Task prompt: Please produce an exact transcription of the lines from the one containing "Which roads connect" through the last line of the entries, leaving out every picture.

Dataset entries
Segment Open

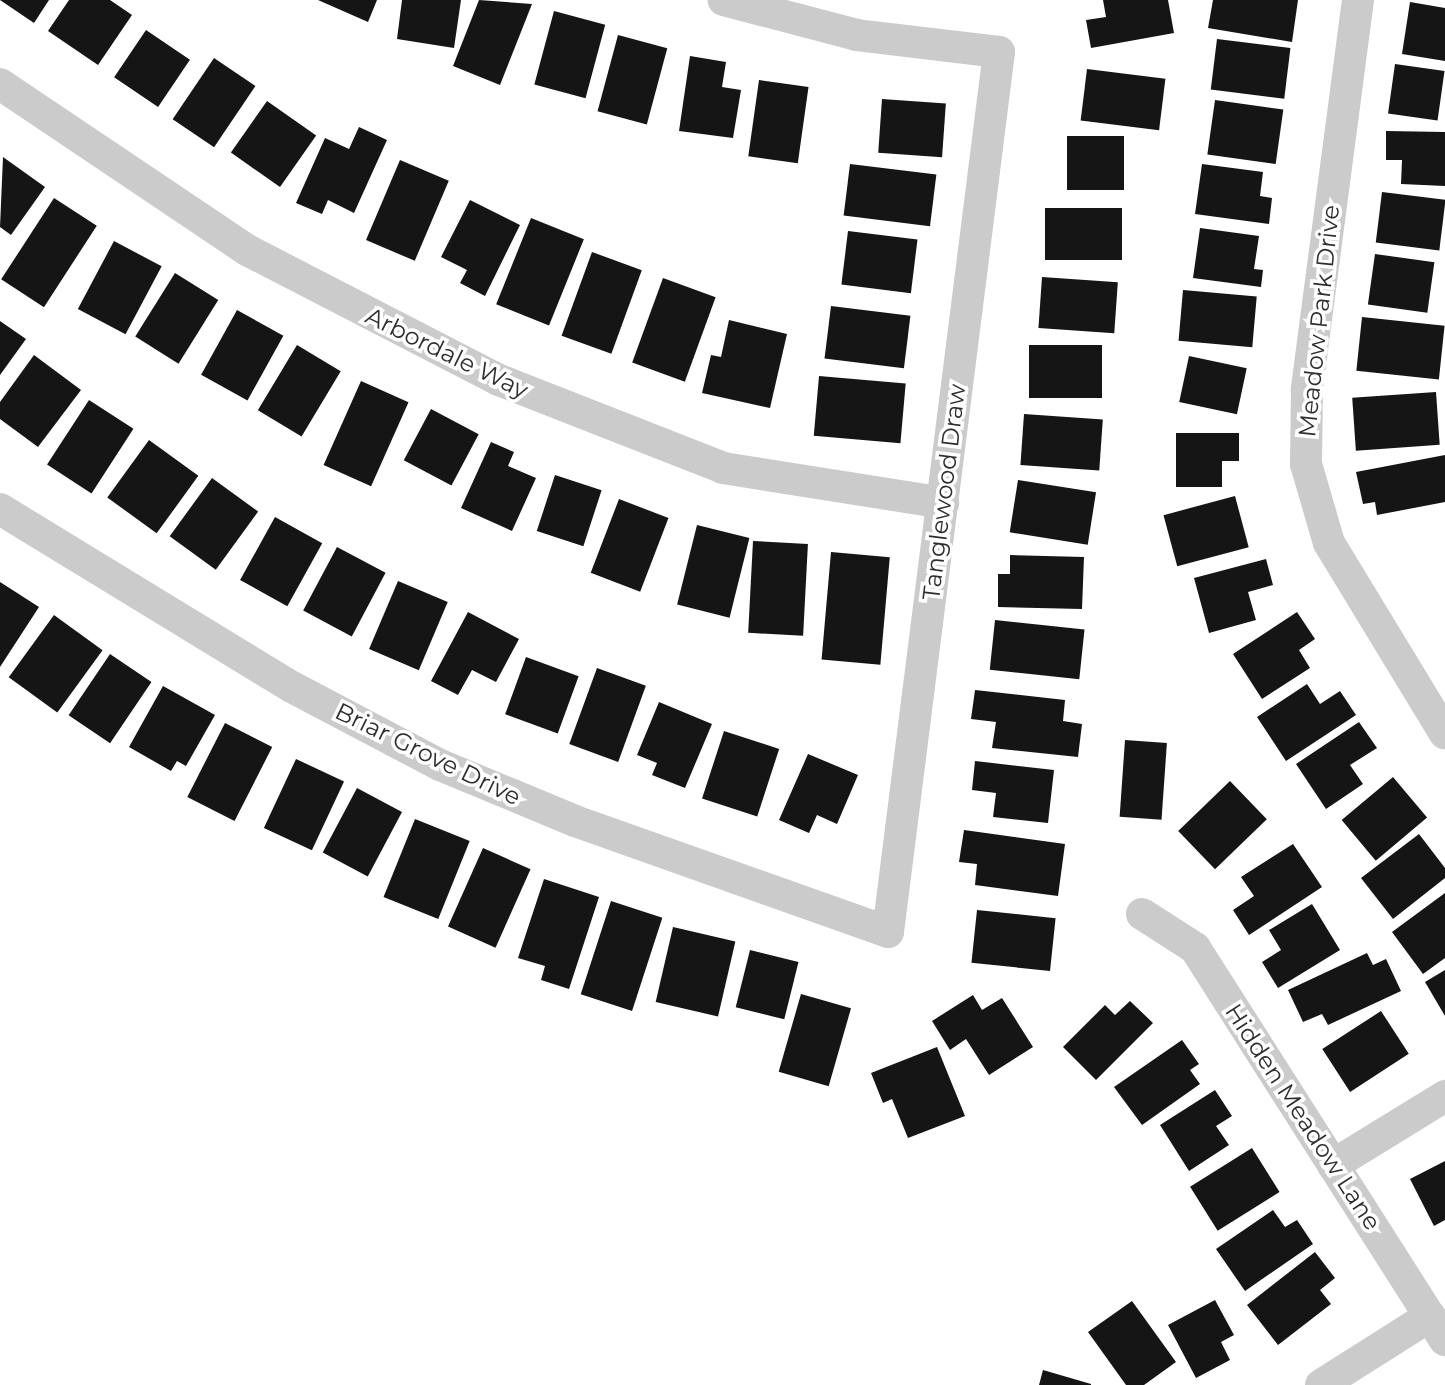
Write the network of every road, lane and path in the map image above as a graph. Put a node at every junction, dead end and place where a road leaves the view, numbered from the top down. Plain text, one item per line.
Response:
1 (724, 0) edge
2 (1358, 0) edge
3 (0, 84) edge
4 (943, 503) junction
5 (0, 509) edge
6 (1445, 734) edge
7 (1142, 914) dead end
8 (888, 932) joint
9 (1445, 1096) edge
10 (1333, 1165) junction
11 (1437, 1328) edge
12 (1321, 1385) edge

1 - 4 street, Tanglewood Draw
2 - 6 street, Meadow Park Drive
3 - 4 street, Arbordale Way
4 - 8 street, Tanglewood Draw
5 - 8 street, Briar Grove Drive
7 - 10 street, Hidden Meadow Lane
9 - 10 street
10 - 11 street, Hidden Meadow Lane
11 - 12 street

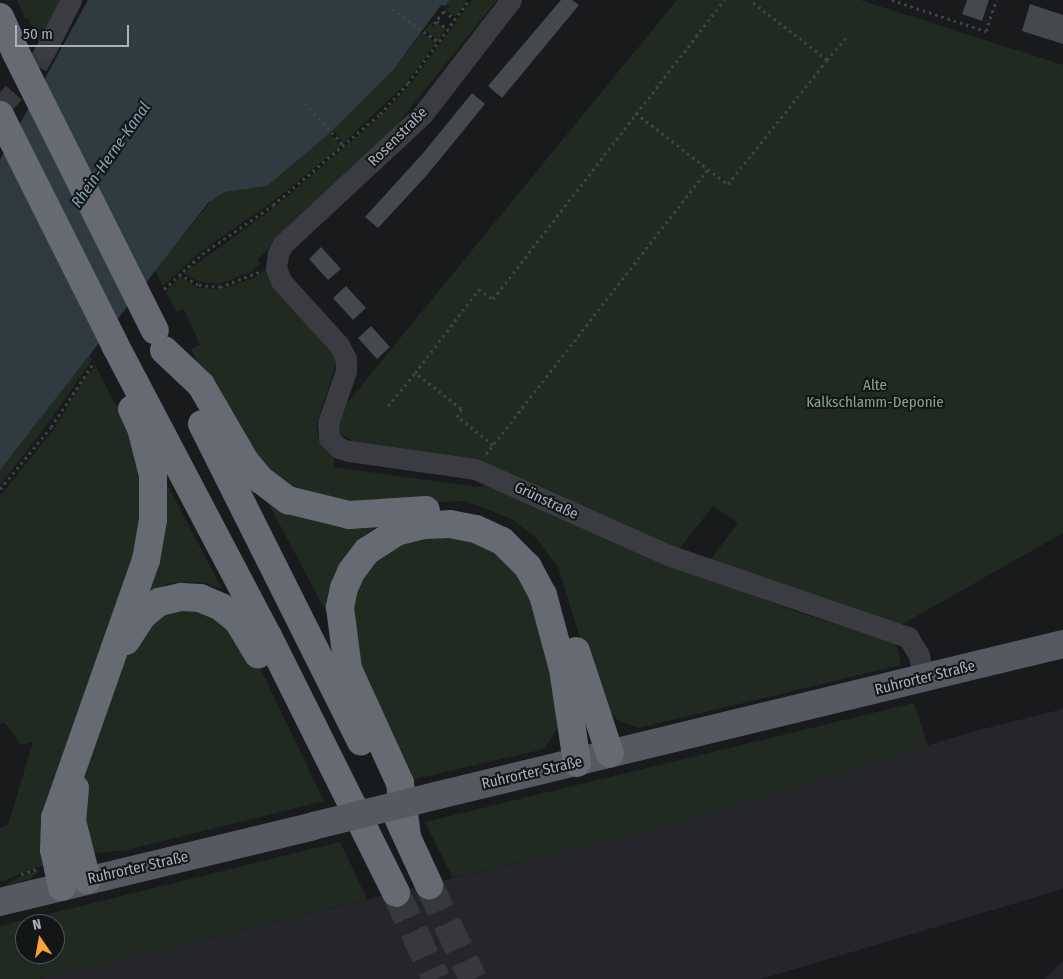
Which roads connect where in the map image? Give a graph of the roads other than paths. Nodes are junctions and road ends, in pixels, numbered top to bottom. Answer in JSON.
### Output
{"nodes":[{"id":1,"x":71,"y":0,"type":"edge"},
{"id":2,"x":511,"y":0,"type":"edge"},
{"id":3,"x":0,"y":17,"type":"edge"},
{"id":4,"x":45,"y":51,"type":"tunnel mouth"},
{"id":5,"x":0,"y":115,"type":"edge"},
{"id":6,"x":276,"y":264,"type":"joint"},
{"id":7,"x":160,"y":340,"type":"junction"},
{"id":8,"x":115,"y":345,"type":"junction"},
{"id":9,"x":1063,"y":644,"type":"edge"},
{"id":10,"x":924,"y":678,"type":"junction"},
{"id":11,"x":324,"y":748,"type":"junction"},
{"id":12,"x":610,"y":754,"type":"junction"},
{"id":13,"x":577,"y":763,"type":"junction"},
{"id":14,"x":407,"y":836,"type":"junction"},
{"id":15,"x":74,"y":884,"type":"junction"},
{"id":16,"x":429,"y":885,"type":"tunnel mouth"},
{"id":17,"x":396,"y":893,"type":"tunnel mouth"},
{"id":18,"x":0,"y":902,"type":"edge"}],
"edges":[{"from":1,"to":4,"type":"street"},
{"from":2,"to":6,"type":"street","name":"Rosenstraße"},
{"from":3,"to":7,"type":"highway","bridge":true},
{"from":5,"to":8,"type":"highway","bridge":true},
{"from":6,"to":10,"type":"street","name":"Grünstraße"},
{"from":7,"to":12,"type":"highway"},
{"from":7,"to":14,"type":"highway"},
{"from":8,"to":11,"type":"highway"},
{"from":8,"to":15,"type":"highway"},
{"from":9,"to":10,"type":"main road","name":"Ruhrorter Straße"},
{"from":10,"to":12,"type":"main road","name":"Ruhrorter Straße"},
{"from":11,"to":15,"type":"highway"},
{"from":11,"to":17,"type":"highway"},
{"from":12,"to":13,"type":"main road","name":"Ruhrorter Straße"},
{"from":13,"to":14,"type":"highway"},
{"from":13,"to":15,"type":"main road","name":"Ruhrorter Straße","bridge":true},
{"from":14,"to":16,"type":"highway"},
{"from":15,"to":18,"type":"main road","name":"Ruhrorter Straße"}]}
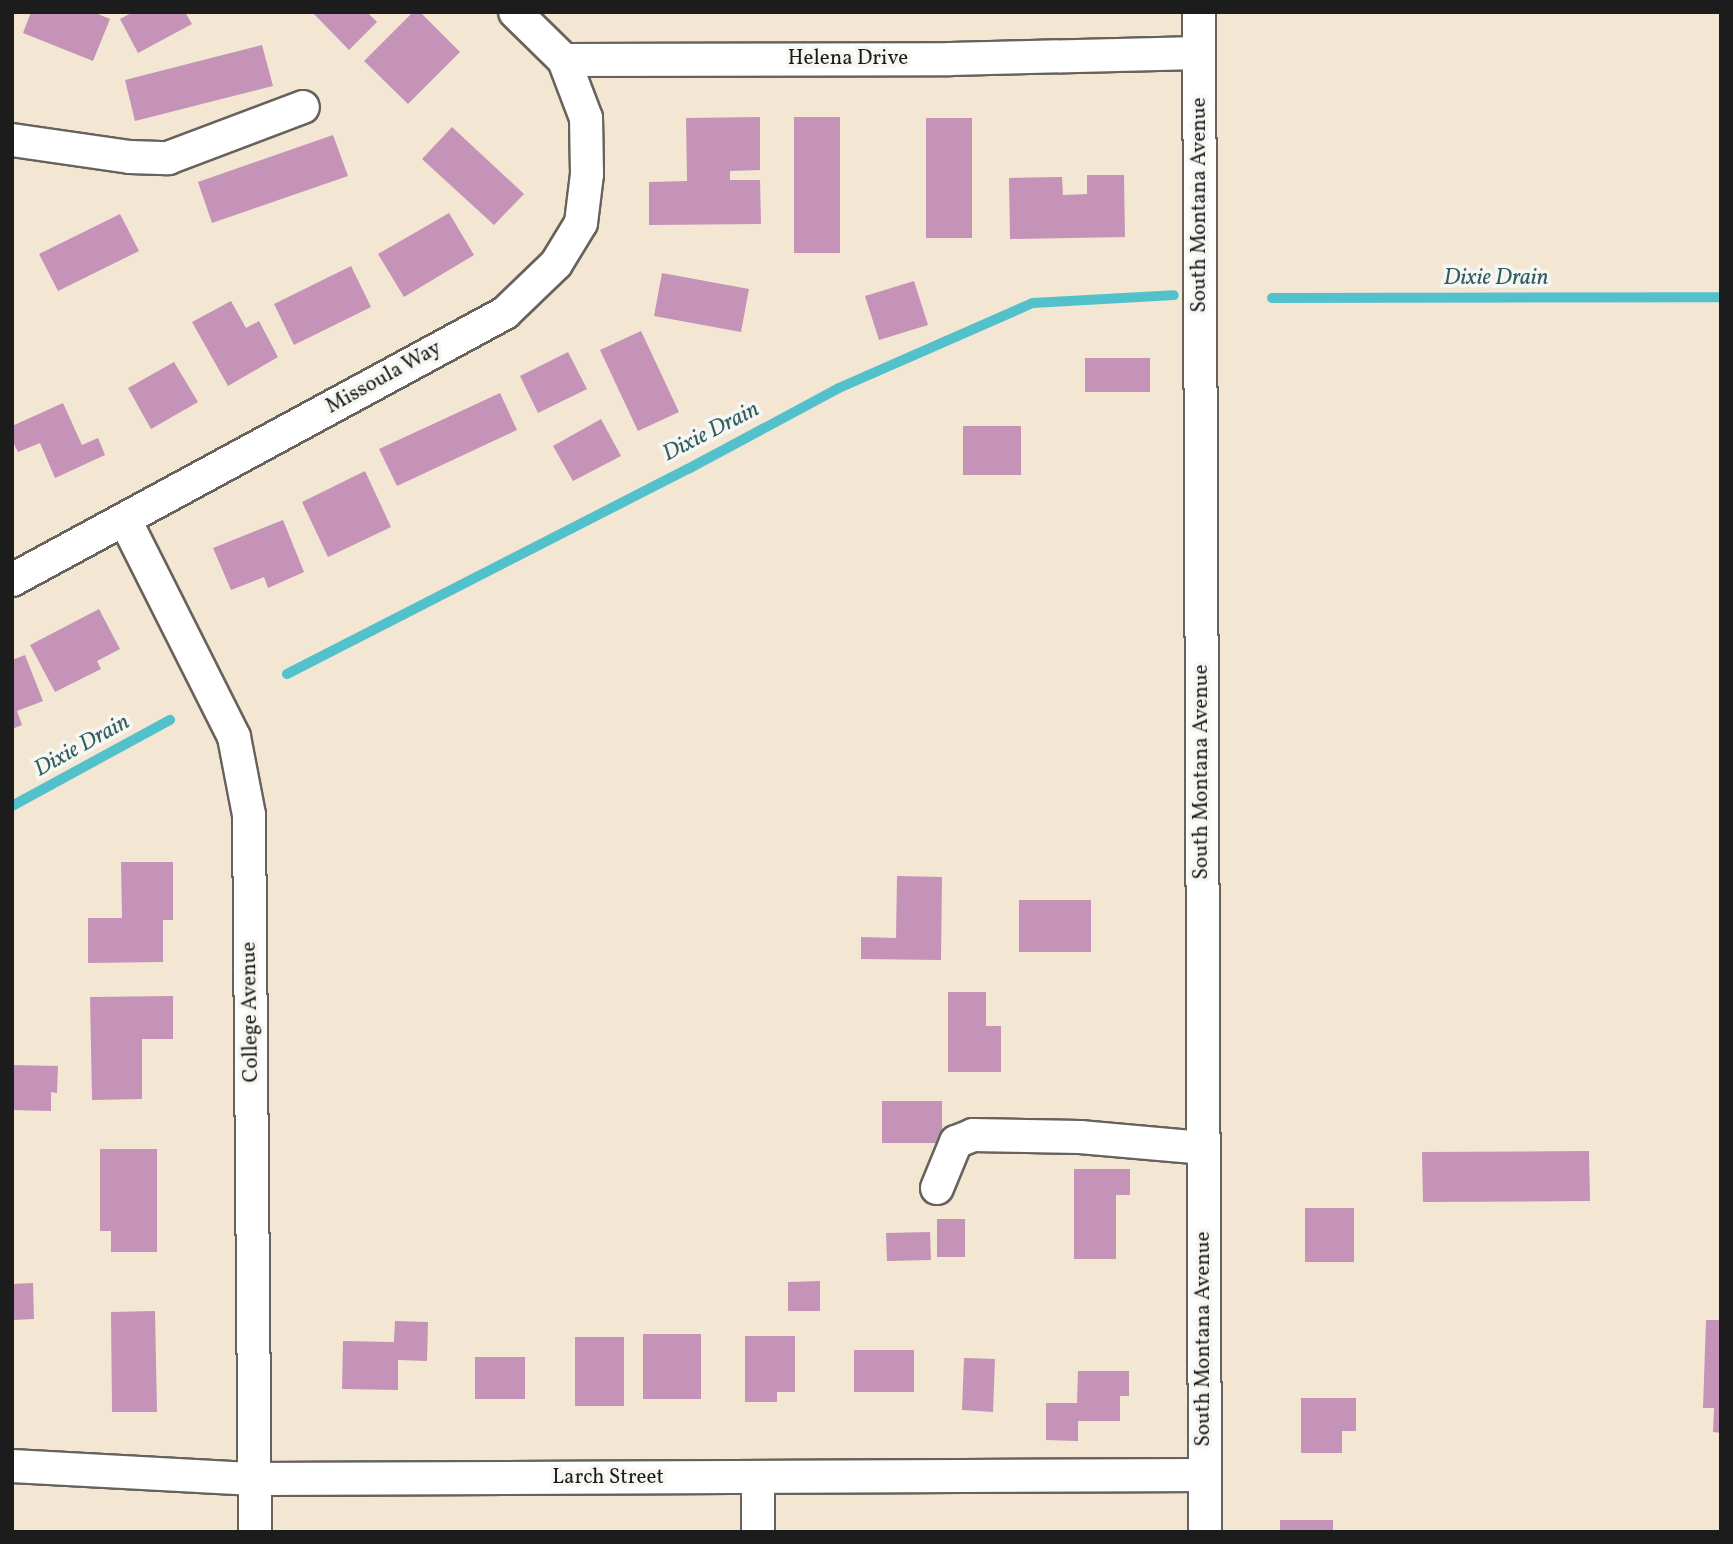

Segment Closed

Answer section:
Which roads connect where in the map image? Give a graph of the roads other than paths. Nodes are junctions and road ends, in pixels, numbered top to bottom. Answer in JSON.
### Output
{"nodes":[{"id":1,"x":71,"y":0,"type":"edge"},
{"id":2,"x":511,"y":0,"type":"edge"},
{"id":3,"x":0,"y":17,"type":"edge"},
{"id":4,"x":45,"y":51,"type":"tunnel mouth"},
{"id":5,"x":0,"y":115,"type":"edge"},
{"id":6,"x":276,"y":264,"type":"joint"},
{"id":7,"x":160,"y":340,"type":"junction"},
{"id":8,"x":115,"y":345,"type":"junction"},
{"id":9,"x":1063,"y":644,"type":"edge"},
{"id":10,"x":924,"y":678,"type":"junction"},
{"id":11,"x":324,"y":748,"type":"junction"},
{"id":12,"x":610,"y":754,"type":"junction"},
{"id":13,"x":577,"y":763,"type":"junction"},
{"id":14,"x":407,"y":836,"type":"junction"},
{"id":15,"x":74,"y":884,"type":"junction"},
{"id":16,"x":429,"y":885,"type":"tunnel mouth"},
{"id":17,"x":396,"y":893,"type":"tunnel mouth"},
{"id":18,"x":0,"y":902,"type":"edge"}],
"edges":[{"from":1,"to":4,"type":"street"},
{"from":2,"to":6,"type":"street","name":"Rosenstraße"},
{"from":3,"to":7,"type":"highway","bridge":true},
{"from":5,"to":8,"type":"highway","bridge":true},
{"from":6,"to":10,"type":"street","name":"Grünstraße"},
{"from":7,"to":12,"type":"highway"},
{"from":7,"to":14,"type":"highway"},
{"from":8,"to":11,"type":"highway"},
{"from":8,"to":15,"type":"highway"},
{"from":9,"to":10,"type":"main road","name":"Ruhrorter Straße"},
{"from":10,"to":12,"type":"main road","name":"Ruhrorter Straße"},
{"from":11,"to":15,"type":"highway"},
{"from":11,"to":17,"type":"highway"},
{"from":12,"to":13,"type":"main road","name":"Ruhrorter Straße"},
{"from":13,"to":14,"type":"highway"},
{"from":13,"to":15,"type":"main road","name":"Ruhrorter Straße","bridge":true},
{"from":14,"to":16,"type":"highway"},
{"from":15,"to":18,"type":"main road","name":"Ruhrorter Straße"}]}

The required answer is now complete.